ASSIGNED TASK>
Skip the images and repeat every entry word for word.
-- -- --
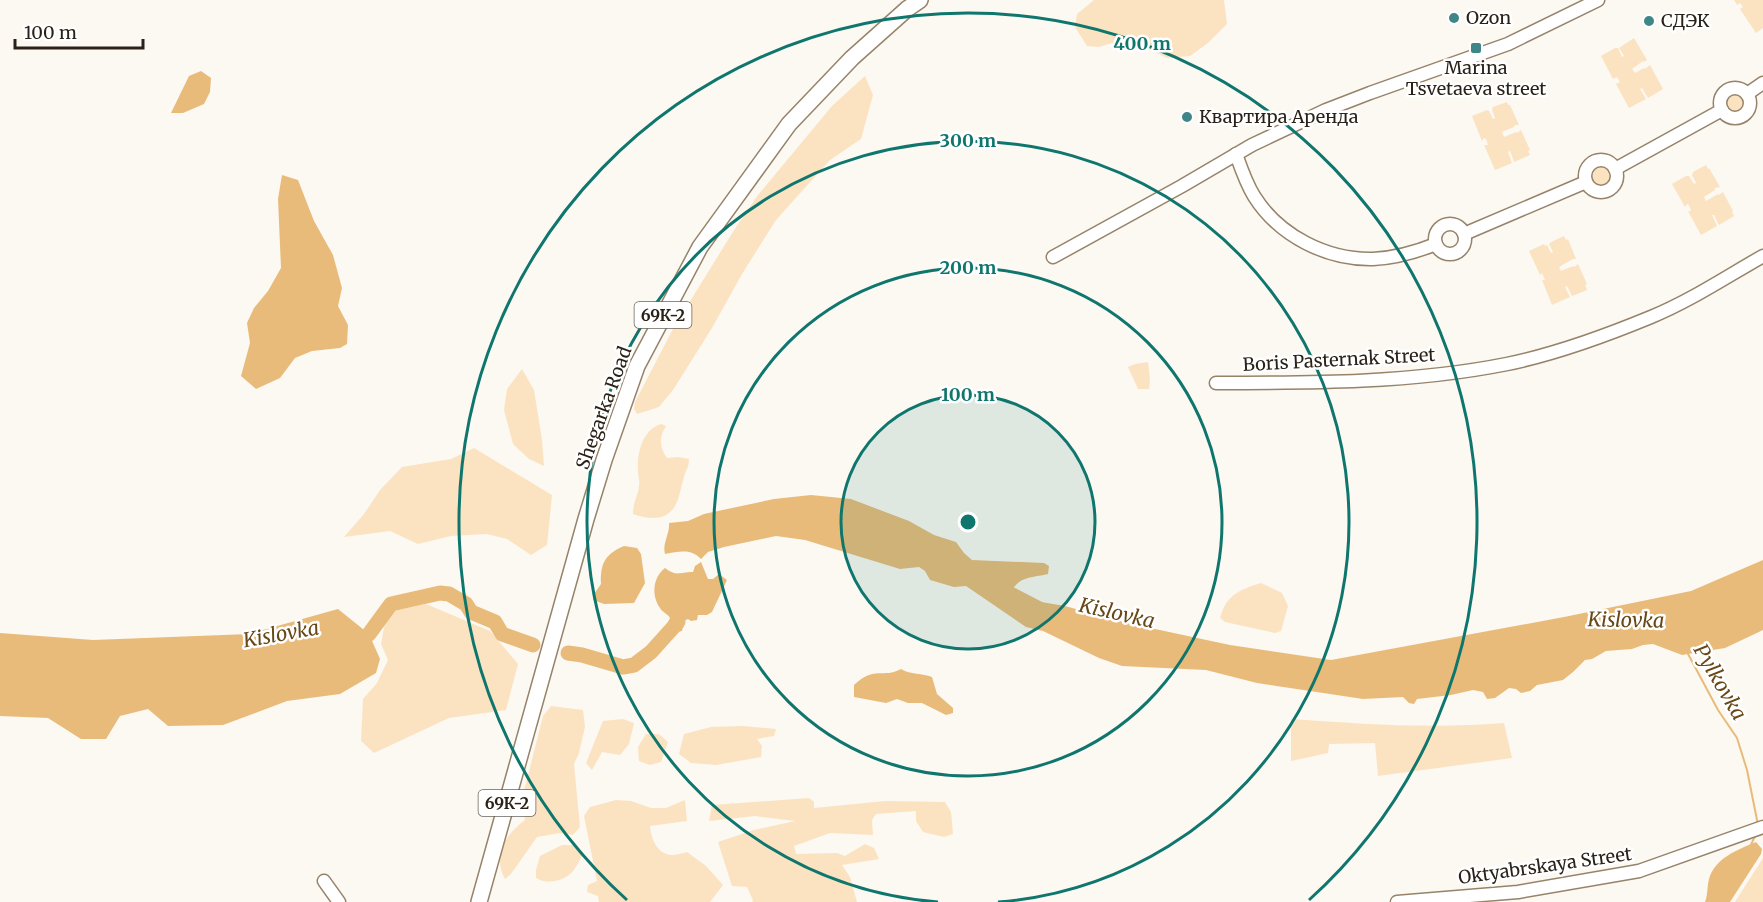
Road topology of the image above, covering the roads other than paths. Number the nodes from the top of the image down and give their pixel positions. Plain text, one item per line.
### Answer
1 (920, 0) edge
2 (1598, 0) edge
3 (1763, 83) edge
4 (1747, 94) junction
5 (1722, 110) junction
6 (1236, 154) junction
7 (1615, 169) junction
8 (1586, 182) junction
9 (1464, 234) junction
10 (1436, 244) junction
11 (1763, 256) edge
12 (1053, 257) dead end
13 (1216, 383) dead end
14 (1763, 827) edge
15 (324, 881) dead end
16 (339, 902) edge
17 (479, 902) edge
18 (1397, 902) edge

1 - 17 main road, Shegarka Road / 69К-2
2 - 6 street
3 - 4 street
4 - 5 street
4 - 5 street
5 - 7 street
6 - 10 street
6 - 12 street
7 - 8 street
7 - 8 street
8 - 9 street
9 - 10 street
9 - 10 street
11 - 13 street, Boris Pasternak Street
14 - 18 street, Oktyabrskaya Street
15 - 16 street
-- -- --
WORKED SOLUTION>
Road topology of the image above, covering the roads other than paths. Number the nodes from the top of the image down and give their pixel positions. Plain text, one item per line.
### Answer
1 (920, 0) edge
2 (1598, 0) edge
3 (1763, 83) edge
4 (1747, 94) junction
5 (1722, 110) junction
6 (1236, 154) junction
7 (1615, 169) junction
8 (1586, 182) junction
9 (1464, 234) junction
10 (1436, 244) junction
11 (1763, 256) edge
12 (1053, 257) dead end
13 (1216, 383) dead end
14 (1763, 827) edge
15 (324, 881) dead end
16 (339, 902) edge
17 (479, 902) edge
18 (1397, 902) edge

1 - 17 main road, Shegarka Road / 69К-2
2 - 6 street
3 - 4 street
4 - 5 street
4 - 5 street
5 - 7 street
6 - 10 street
6 - 12 street
7 - 8 street
7 - 8 street
8 - 9 street
9 - 10 street
9 - 10 street
11 - 13 street, Boris Pasternak Street
14 - 18 street, Oktyabrskaya Street
15 - 16 street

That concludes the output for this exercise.